- _Exercise instructions_
For every line below, set down an identical copy.

- _Exercise input_
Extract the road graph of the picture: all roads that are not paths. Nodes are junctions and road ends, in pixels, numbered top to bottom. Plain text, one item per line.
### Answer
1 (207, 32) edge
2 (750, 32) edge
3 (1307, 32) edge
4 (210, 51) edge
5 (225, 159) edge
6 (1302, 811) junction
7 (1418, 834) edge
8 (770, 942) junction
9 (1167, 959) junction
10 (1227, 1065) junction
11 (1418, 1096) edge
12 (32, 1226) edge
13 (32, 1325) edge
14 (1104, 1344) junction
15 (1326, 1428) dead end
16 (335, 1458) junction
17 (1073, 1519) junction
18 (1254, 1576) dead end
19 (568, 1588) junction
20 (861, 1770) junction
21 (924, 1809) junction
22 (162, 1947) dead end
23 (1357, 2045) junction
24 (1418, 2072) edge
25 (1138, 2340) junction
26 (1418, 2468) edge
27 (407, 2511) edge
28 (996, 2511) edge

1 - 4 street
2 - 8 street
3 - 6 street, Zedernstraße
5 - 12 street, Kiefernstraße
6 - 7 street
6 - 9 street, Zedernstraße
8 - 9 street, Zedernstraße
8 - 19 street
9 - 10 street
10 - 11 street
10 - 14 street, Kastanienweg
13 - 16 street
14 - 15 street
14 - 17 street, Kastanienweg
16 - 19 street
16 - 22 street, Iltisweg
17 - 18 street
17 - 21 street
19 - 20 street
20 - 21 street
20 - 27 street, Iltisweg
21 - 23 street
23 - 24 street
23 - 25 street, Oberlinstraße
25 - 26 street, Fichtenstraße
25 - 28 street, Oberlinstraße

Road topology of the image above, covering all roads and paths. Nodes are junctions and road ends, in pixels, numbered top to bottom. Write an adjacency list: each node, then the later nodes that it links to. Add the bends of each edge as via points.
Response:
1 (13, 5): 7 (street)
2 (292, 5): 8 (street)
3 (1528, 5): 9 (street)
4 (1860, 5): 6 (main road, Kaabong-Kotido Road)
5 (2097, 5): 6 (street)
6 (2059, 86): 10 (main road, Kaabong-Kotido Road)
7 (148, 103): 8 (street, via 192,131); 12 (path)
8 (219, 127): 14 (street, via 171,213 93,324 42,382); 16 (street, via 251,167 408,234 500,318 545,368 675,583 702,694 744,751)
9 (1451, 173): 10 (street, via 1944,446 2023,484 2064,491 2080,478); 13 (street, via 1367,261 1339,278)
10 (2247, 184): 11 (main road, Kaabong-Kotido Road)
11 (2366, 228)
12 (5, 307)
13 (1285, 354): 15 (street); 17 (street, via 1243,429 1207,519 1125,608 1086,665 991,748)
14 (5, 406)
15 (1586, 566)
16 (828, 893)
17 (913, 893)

- _Exercise answer_
Extract the road graph of the picture: all roads that are not paths. Nodes are junctions and road ends, in pixels, numbered top to bottom. Plain text, one item per line.
### Answer
1 (207, 32) edge
2 (750, 32) edge
3 (1307, 32) edge
4 (210, 51) edge
5 (225, 159) edge
6 (1302, 811) junction
7 (1418, 834) edge
8 (770, 942) junction
9 (1167, 959) junction
10 (1227, 1065) junction
11 (1418, 1096) edge
12 (32, 1226) edge
13 (32, 1325) edge
14 (1104, 1344) junction
15 (1326, 1428) dead end
16 (335, 1458) junction
17 (1073, 1519) junction
18 (1254, 1576) dead end
19 (568, 1588) junction
20 (861, 1770) junction
21 (924, 1809) junction
22 (162, 1947) dead end
23 (1357, 2045) junction
24 (1418, 2072) edge
25 (1138, 2340) junction
26 (1418, 2468) edge
27 (407, 2511) edge
28 (996, 2511) edge

1 - 4 street
2 - 8 street
3 - 6 street, Zedernstraße
5 - 12 street, Kiefernstraße
6 - 7 street
6 - 9 street, Zedernstraße
8 - 9 street, Zedernstraße
8 - 19 street
9 - 10 street
10 - 11 street
10 - 14 street, Kastanienweg
13 - 16 street
14 - 15 street
14 - 17 street, Kastanienweg
16 - 19 street
16 - 22 street, Iltisweg
17 - 18 street
17 - 21 street
19 - 20 street
20 - 21 street
20 - 27 street, Iltisweg
21 - 23 street
23 - 24 street
23 - 25 street, Oberlinstraße
25 - 26 street, Fichtenstraße
25 - 28 street, Oberlinstraße

Road topology of the image above, covering all roads and paths. Nodes are junctions and road ends, in pixels, numbered top to bottom. Write an adjacency list: each node, then the later nodes that it links to. Add the bends of each edge as via points.
Response:
1 (13, 5): 7 (street)
2 (292, 5): 8 (street)
3 (1528, 5): 9 (street)
4 (1860, 5): 6 (main road, Kaabong-Kotido Road)
5 (2097, 5): 6 (street)
6 (2059, 86): 10 (main road, Kaabong-Kotido Road)
7 (148, 103): 8 (street, via 192,131); 12 (path)
8 (219, 127): 14 (street, via 171,213 93,324 42,382); 16 (street, via 251,167 408,234 500,318 545,368 675,583 702,694 744,751)
9 (1451, 173): 10 (street, via 1944,446 2023,484 2064,491 2080,478); 13 (street, via 1367,261 1339,278)
10 (2247, 184): 11 (main road, Kaabong-Kotido Road)
11 (2366, 228)
12 (5, 307)
13 (1285, 354): 15 (street); 17 (street, via 1243,429 1207,519 1125,608 1086,665 991,748)
14 (5, 406)
15 (1586, 566)
16 (828, 893)
17 (913, 893)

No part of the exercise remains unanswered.